• Directions: What is needed here is every line of the records that includes "North".

Records drawn from a dataset
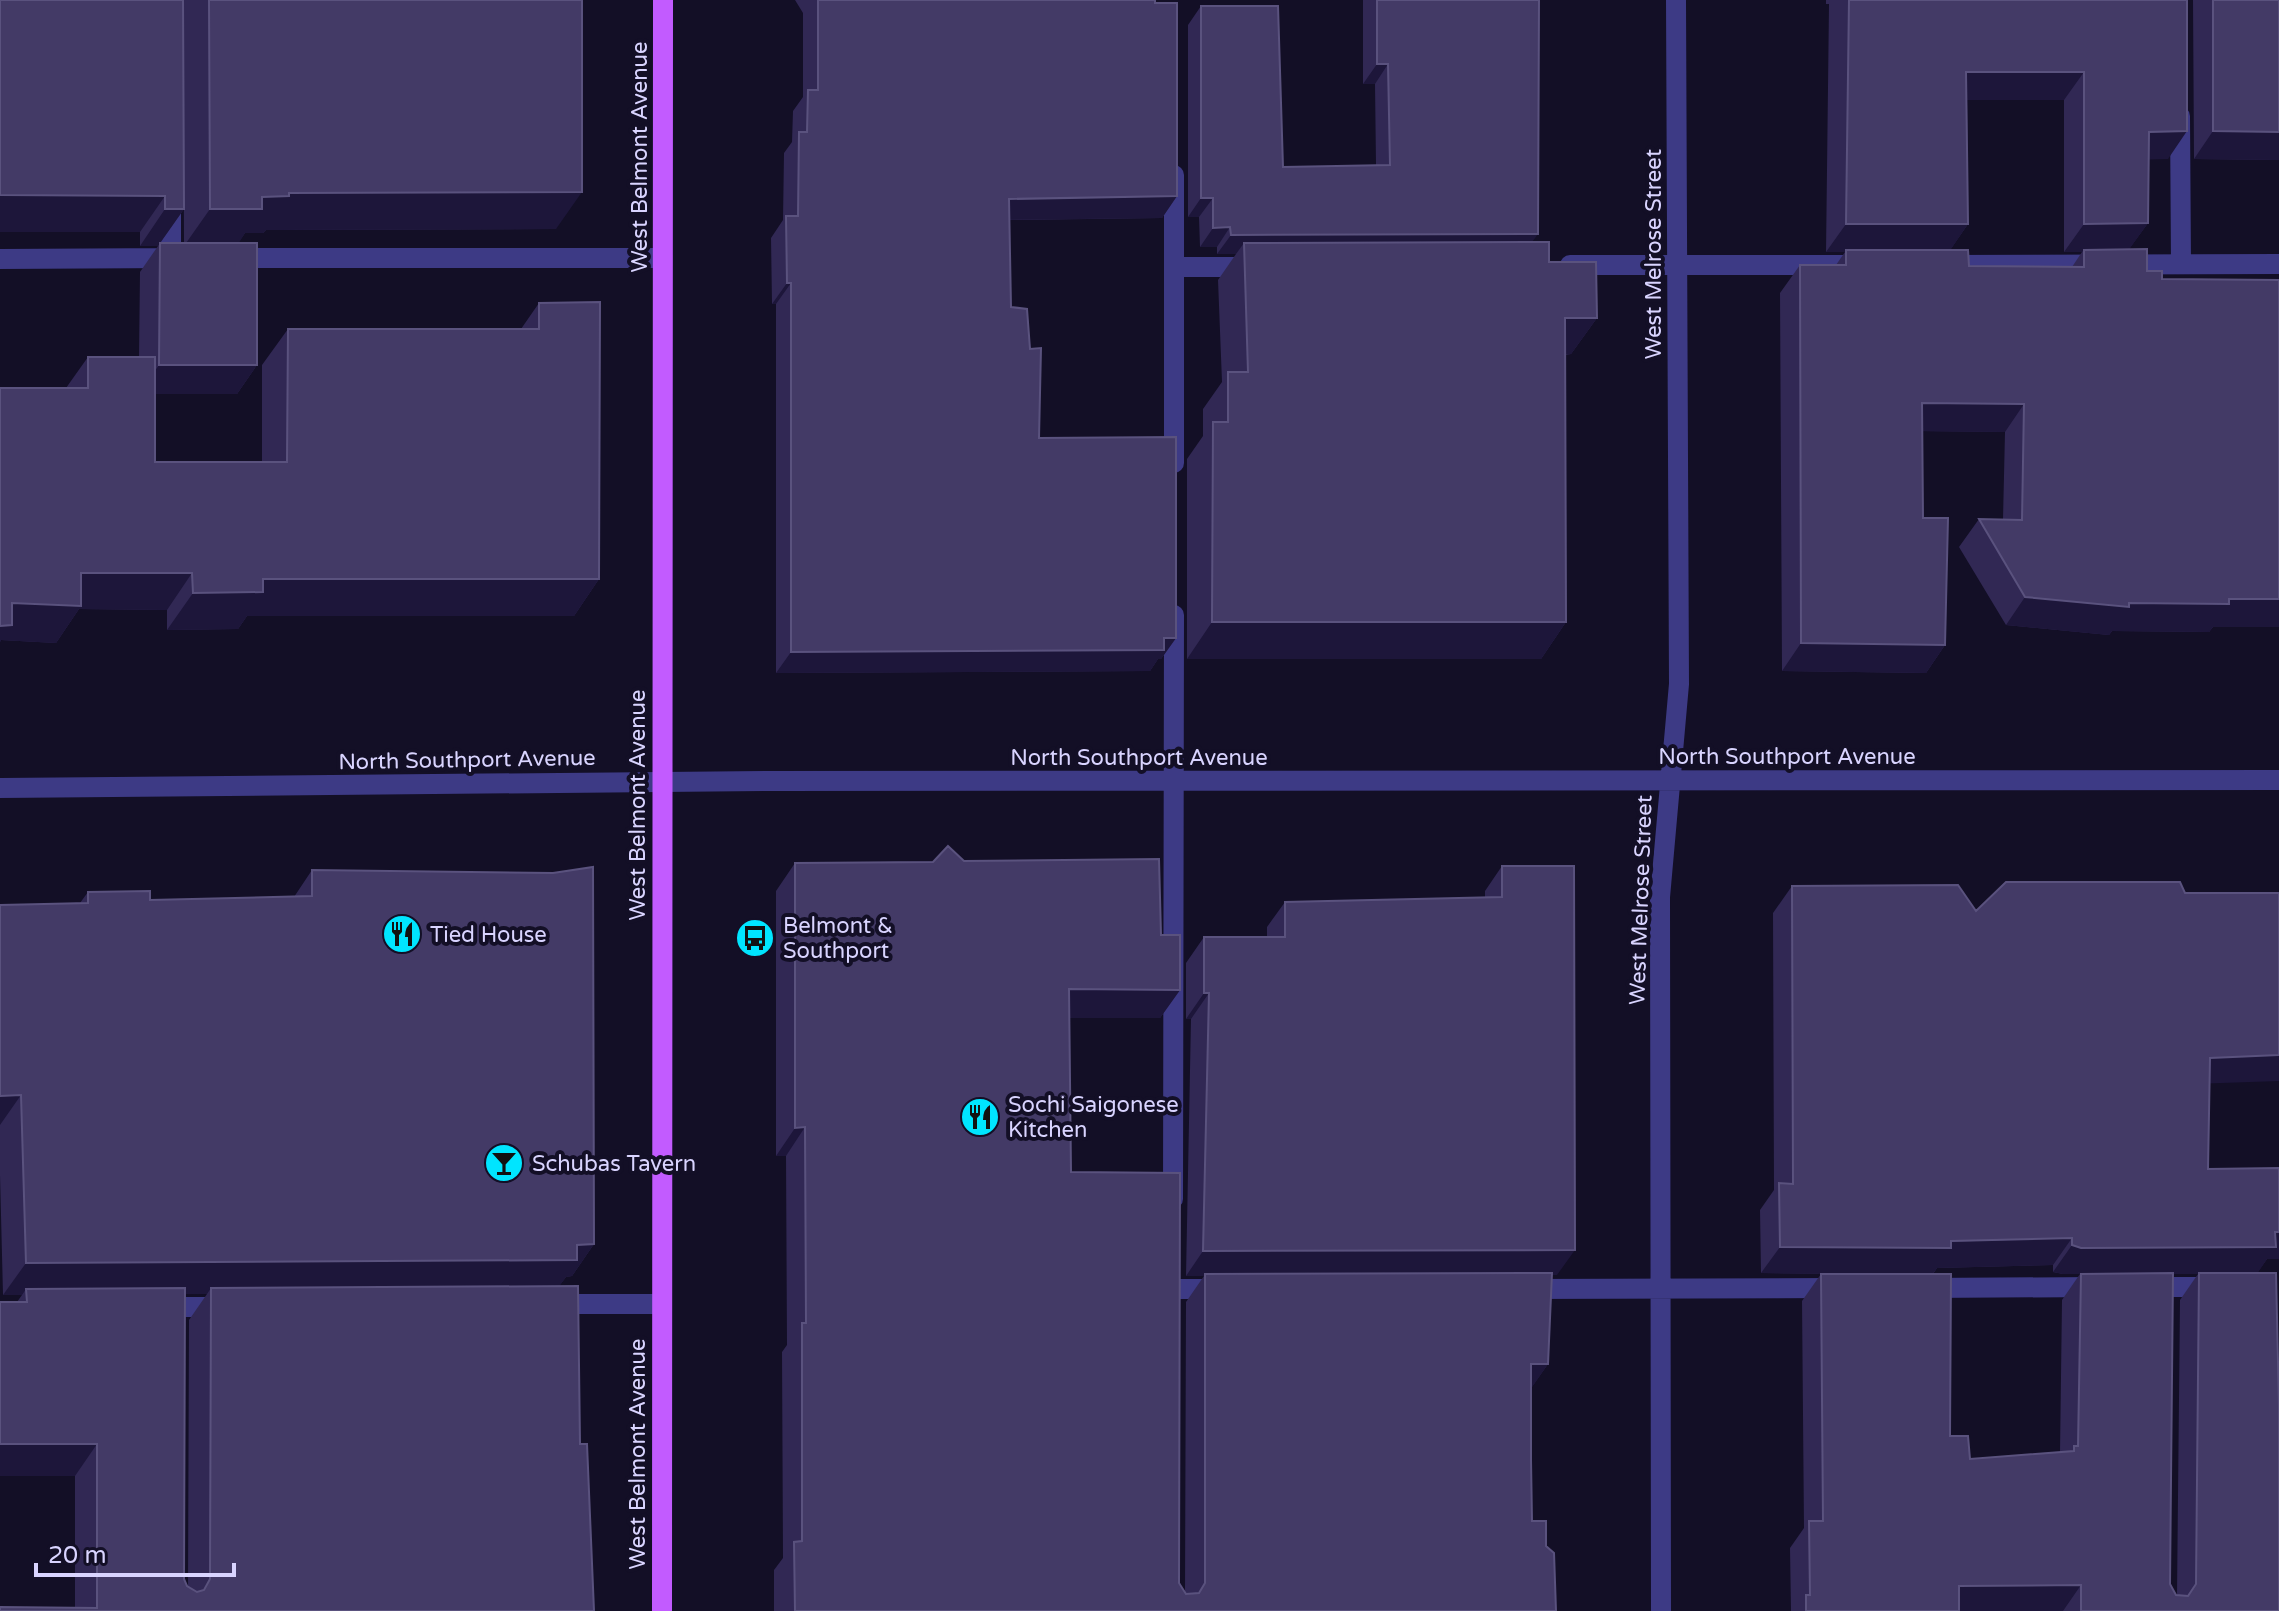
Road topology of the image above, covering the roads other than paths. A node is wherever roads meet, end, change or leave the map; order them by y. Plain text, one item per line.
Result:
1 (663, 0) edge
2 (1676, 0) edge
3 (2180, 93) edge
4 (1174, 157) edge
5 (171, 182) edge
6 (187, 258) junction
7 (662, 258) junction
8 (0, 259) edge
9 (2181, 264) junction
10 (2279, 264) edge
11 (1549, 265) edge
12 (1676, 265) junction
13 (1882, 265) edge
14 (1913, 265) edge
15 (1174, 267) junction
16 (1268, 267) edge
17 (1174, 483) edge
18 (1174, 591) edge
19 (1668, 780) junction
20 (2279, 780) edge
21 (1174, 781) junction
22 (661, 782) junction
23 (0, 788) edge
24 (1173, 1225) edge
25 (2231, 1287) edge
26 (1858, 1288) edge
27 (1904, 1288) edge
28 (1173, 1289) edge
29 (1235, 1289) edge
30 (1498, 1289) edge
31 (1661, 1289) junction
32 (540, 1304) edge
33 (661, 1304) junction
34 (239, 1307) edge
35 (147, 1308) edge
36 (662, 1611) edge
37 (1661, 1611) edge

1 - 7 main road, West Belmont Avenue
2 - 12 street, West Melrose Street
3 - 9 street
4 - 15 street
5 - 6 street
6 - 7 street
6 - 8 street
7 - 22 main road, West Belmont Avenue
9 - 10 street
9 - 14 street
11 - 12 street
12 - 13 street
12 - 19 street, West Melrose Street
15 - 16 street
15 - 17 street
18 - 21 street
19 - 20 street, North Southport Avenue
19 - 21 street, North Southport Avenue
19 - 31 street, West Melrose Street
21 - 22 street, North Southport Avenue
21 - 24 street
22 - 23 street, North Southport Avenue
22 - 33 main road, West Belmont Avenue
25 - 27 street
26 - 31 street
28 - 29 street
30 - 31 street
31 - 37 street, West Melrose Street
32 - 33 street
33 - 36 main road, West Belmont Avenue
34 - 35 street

• Solution for this exercise:
19 - 20 street, North Southport Avenue
19 - 21 street, North Southport Avenue
21 - 22 street, North Southport Avenue
22 - 23 street, North Southport Avenue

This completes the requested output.